- Problem details: Please copy every line from the records below that contains the string "middle".

- Saved data entries:
"""

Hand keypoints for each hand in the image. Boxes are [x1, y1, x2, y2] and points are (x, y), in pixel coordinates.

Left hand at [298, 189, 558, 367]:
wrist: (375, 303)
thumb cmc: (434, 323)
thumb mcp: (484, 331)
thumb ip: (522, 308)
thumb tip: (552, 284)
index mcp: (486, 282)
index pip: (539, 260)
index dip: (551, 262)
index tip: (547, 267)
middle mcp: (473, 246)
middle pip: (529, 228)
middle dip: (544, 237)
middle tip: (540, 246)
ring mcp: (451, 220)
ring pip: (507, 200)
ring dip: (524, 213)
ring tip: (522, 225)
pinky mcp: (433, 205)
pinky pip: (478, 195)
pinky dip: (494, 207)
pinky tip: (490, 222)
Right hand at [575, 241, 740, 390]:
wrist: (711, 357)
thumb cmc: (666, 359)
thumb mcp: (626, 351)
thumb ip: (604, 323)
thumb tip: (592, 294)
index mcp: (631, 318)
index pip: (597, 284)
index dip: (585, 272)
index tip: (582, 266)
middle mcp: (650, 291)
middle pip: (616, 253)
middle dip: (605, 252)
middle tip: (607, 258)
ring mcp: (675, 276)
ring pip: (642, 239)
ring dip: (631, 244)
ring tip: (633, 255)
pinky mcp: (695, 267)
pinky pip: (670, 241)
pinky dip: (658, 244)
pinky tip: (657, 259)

"""

- Exercise output:
middle mcp: (473, 246)
middle pip: (529, 228)
middle dip: (544, 237)
middle tip: (540, 246)
middle mcp: (650, 291)
middle pip: (616, 253)
middle dip: (605, 252)
middle tip: (607, 258)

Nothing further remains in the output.